# What is required
Look through the lines below and extract any with the word "links".
= = =
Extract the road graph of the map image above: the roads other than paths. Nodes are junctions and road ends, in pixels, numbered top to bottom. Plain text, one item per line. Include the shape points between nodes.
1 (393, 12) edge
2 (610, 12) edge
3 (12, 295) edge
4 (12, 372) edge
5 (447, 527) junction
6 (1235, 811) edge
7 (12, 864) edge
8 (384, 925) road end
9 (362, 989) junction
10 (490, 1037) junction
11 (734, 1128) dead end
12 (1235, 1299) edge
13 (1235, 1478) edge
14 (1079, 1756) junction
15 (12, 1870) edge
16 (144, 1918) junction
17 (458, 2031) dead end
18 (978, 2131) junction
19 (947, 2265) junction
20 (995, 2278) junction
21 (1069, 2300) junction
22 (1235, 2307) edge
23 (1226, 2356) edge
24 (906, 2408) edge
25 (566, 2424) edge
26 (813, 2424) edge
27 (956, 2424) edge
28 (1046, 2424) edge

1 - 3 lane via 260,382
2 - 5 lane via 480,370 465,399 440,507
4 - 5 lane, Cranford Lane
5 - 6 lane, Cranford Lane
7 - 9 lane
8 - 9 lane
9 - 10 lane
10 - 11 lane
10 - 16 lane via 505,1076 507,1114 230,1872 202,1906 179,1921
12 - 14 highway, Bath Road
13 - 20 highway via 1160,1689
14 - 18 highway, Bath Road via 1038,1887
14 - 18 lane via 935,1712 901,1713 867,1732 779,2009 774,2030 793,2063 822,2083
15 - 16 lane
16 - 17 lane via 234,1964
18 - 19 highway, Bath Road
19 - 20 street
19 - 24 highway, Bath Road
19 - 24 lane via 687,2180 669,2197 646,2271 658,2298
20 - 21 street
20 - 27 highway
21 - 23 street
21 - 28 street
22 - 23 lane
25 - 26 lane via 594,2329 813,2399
= = =
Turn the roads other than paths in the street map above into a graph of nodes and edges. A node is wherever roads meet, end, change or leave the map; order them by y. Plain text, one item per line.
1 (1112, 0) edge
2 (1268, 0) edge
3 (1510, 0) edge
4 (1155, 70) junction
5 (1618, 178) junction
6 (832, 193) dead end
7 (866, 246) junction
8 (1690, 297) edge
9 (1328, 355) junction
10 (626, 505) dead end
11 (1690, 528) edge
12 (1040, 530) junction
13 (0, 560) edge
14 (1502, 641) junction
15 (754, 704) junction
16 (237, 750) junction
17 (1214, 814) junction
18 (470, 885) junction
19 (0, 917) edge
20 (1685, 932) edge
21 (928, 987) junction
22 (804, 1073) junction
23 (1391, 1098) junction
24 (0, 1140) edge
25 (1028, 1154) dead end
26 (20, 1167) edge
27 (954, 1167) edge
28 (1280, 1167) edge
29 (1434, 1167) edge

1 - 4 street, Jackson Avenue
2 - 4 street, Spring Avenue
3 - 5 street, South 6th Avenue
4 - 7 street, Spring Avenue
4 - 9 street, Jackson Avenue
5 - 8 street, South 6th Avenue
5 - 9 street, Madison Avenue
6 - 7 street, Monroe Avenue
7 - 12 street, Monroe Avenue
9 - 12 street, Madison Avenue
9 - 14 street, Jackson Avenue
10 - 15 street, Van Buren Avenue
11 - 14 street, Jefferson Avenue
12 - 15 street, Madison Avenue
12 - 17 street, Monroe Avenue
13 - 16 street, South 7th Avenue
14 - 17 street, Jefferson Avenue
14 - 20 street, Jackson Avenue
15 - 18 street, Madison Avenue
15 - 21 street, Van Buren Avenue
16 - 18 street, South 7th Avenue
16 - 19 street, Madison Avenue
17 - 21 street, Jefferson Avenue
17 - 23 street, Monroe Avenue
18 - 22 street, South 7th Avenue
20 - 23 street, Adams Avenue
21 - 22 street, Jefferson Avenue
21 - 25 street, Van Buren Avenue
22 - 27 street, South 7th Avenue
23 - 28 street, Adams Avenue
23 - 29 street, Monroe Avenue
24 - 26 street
= = =
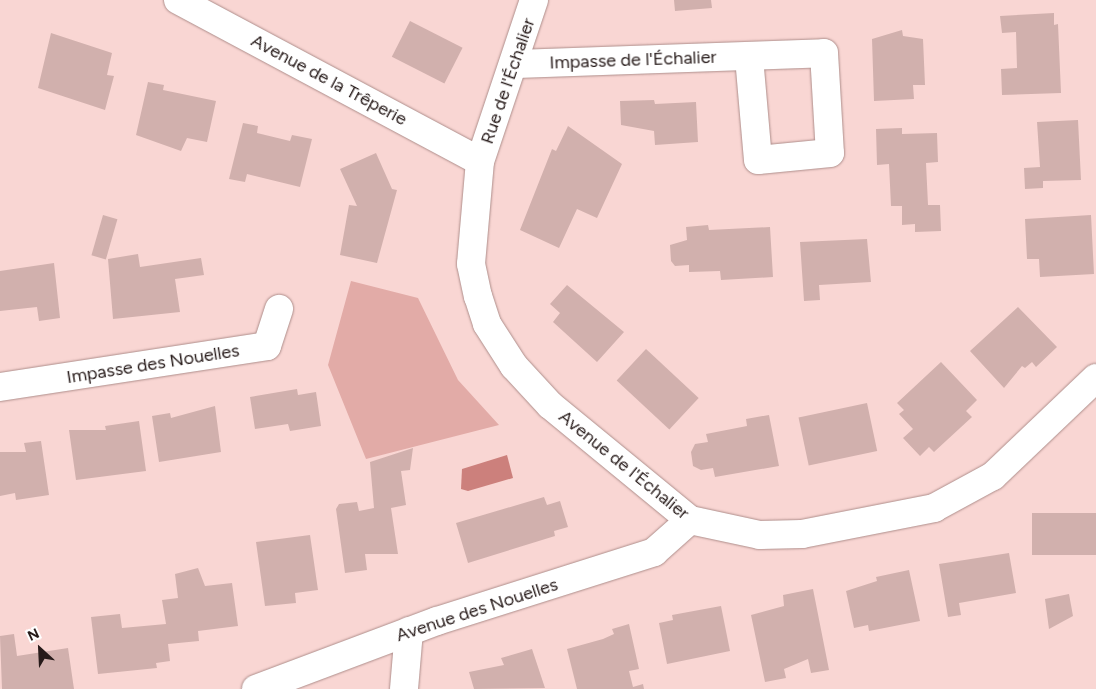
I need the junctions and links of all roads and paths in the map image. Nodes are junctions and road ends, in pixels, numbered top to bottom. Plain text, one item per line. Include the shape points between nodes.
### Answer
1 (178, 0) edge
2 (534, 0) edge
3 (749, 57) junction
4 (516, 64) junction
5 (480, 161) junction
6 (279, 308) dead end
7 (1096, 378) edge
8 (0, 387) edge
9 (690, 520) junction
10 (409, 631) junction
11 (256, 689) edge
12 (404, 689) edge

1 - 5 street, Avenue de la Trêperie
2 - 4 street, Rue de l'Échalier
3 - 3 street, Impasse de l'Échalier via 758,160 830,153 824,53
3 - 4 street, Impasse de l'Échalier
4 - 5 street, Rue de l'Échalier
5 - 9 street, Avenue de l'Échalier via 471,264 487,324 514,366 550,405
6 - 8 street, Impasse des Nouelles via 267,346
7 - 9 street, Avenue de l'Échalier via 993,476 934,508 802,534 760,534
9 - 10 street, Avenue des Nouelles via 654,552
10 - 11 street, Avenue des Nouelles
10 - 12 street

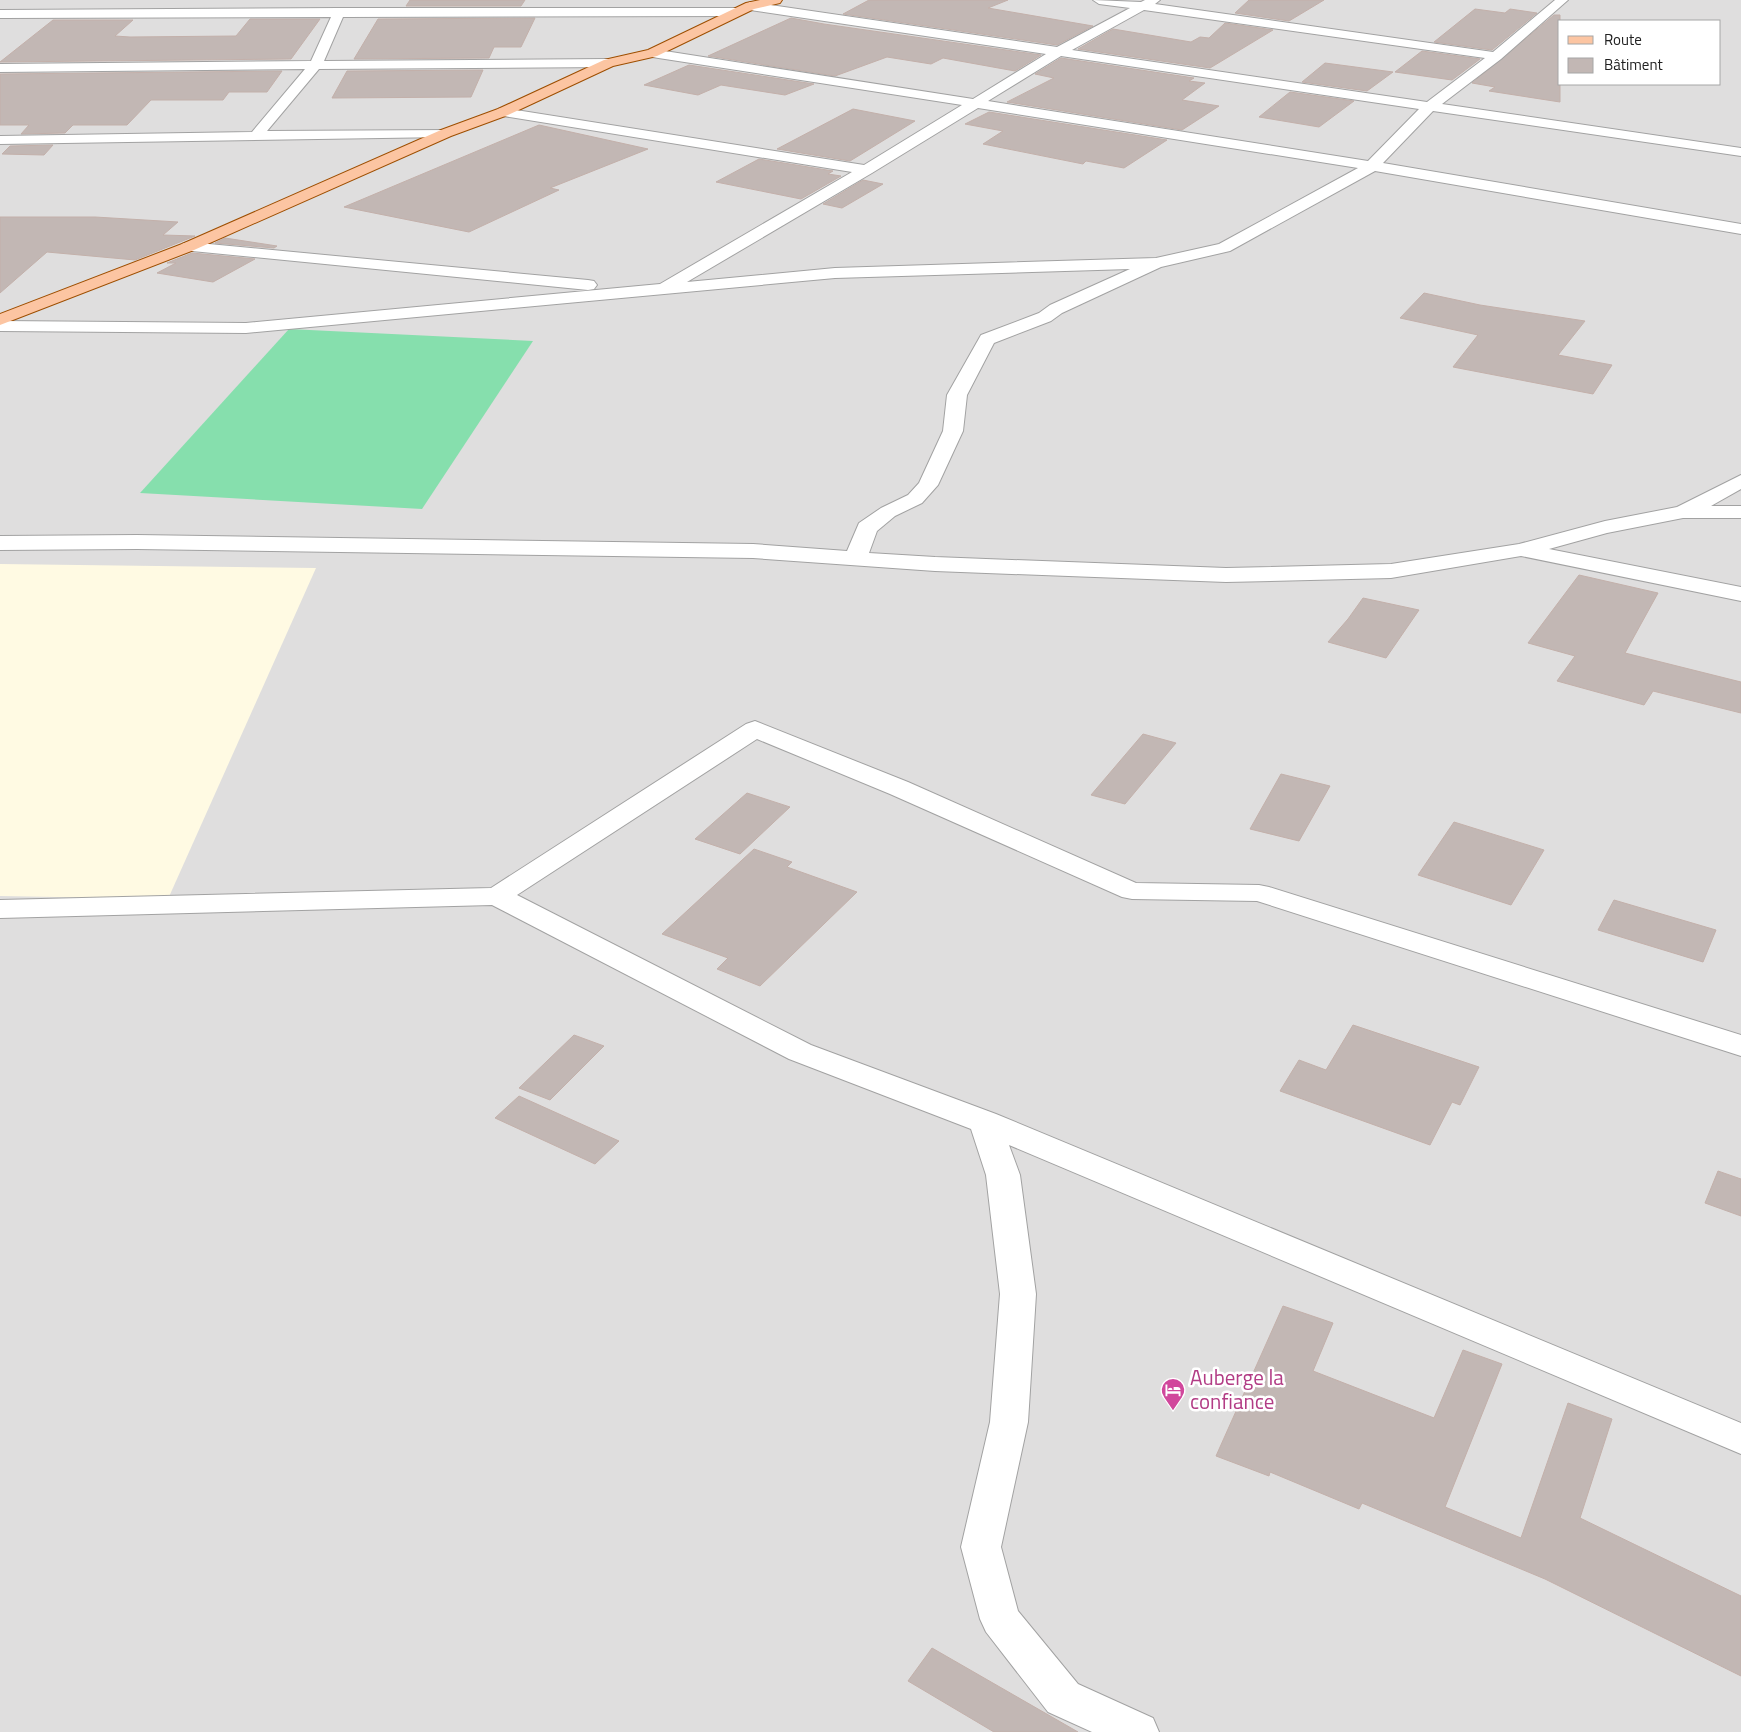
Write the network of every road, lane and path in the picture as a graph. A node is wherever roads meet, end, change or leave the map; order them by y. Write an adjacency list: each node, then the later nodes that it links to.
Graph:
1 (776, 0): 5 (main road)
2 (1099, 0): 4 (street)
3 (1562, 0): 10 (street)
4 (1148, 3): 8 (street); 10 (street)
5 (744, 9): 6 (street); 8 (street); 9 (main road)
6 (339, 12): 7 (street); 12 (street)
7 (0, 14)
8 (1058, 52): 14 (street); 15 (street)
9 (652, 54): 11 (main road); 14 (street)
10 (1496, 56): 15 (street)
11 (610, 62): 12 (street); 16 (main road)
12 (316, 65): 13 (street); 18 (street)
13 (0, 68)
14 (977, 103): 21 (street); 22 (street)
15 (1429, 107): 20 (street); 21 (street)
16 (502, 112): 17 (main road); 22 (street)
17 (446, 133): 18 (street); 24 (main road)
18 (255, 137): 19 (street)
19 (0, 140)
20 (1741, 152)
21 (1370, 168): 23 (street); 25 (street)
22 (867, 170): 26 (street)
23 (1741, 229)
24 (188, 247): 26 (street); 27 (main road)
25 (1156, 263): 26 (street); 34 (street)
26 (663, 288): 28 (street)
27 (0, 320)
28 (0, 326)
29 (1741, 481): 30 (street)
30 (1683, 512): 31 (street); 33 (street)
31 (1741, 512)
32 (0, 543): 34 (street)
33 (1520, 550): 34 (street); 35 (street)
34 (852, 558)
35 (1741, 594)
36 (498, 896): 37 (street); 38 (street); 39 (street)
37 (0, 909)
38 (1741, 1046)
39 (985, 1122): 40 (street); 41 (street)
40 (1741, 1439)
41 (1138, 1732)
= = =
# Finished exercise
I need the junctions and links of all roads and paths in the map image. Nodes are junctions and road ends, in pixels, numbered top to bottom. Plain text, one item per line. Include the shape points between nodes.
Write the network of every road, lane and path in the picture as a graph. A node is wherever roads meet, end, change or leave the map; order them by y. Write an adjacency list: each node, then the later nodes that it links to.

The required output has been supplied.